In case you missed it, yesterday Patrick Leahy compared Sonia Sotomayor to Thurgood Marshall, Jeff Sessions called her a racist, Ben Cardin and Sheldon Whitehouse took on conservative judicial activism, John Kyl advised Sotomayor to be more like a judge he voted against confirming, Lindsey Graham revealed the GOP's secret love for affirmative action, John Cornyn focused on the sinister influence of foreign law. The GOP's key words for Sotomayor are "bias" and "prejudice", impressions the judge herself tried to contradict in her opening statement.
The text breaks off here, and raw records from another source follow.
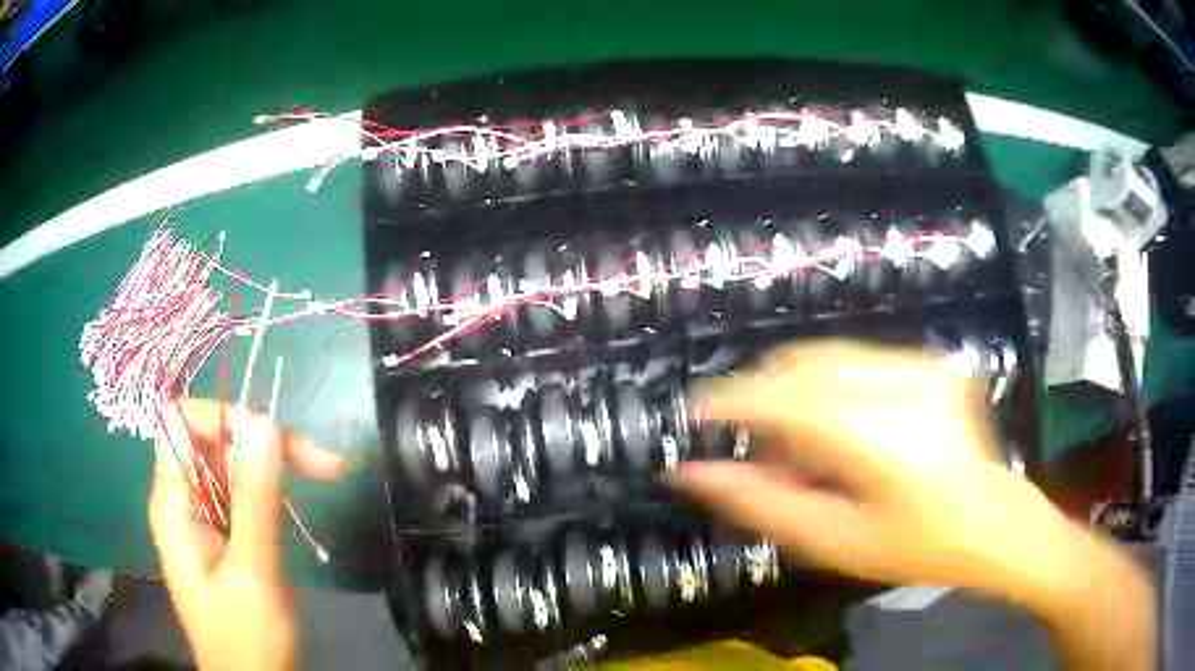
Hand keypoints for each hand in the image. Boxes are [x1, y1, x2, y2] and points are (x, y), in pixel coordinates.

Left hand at [149, 400, 342, 670]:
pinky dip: (274, 492)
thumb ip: (255, 499)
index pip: (181, 424)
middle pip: (213, 440)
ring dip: (275, 466)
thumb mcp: (253, 571)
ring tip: (323, 475)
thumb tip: (264, 422)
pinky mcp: (225, 534)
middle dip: (263, 441)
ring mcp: (204, 518)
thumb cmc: (246, 639)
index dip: (221, 417)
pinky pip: (244, 494)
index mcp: (173, 504)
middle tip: (321, 464)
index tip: (271, 438)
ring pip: (233, 465)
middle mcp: (183, 501)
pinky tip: (297, 505)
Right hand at [670, 341, 1152, 669]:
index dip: (732, 400)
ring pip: (830, 355)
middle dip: (763, 393)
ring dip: (796, 388)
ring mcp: (921, 365)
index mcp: (874, 438)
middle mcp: (899, 384)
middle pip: (804, 365)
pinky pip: (860, 357)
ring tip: (795, 437)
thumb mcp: (831, 541)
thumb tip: (692, 474)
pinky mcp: (931, 361)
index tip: (697, 412)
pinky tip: (835, 421)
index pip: (782, 398)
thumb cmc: (912, 546)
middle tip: (752, 438)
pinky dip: (830, 382)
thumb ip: (761, 503)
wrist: (992, 520)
Also, this morning Eugene Robinson shows us why he won that Pulitzer Prize:
Republicans' outrage, both real and feigned, at Sotomayor's musings about how her identity as a "wise Latina" might affect her judicial decisions is based on a flawed assumption: that whiteness and maleness are not themselves facets of a distinct identity. Being white and male is seen instead as a neutral condition, the natural order of things. Any "identity" -- black, brown, female, gay, whatever -- has to be judged against this supposedly "objective" standard.
Also, Jed Lewison shows us the difference between how Tom Coburn reacted to Judge Samuel Alito's reflections on his heritage as compared to Sonia Sotomayor's. Empathy is all good--if you're a white guy.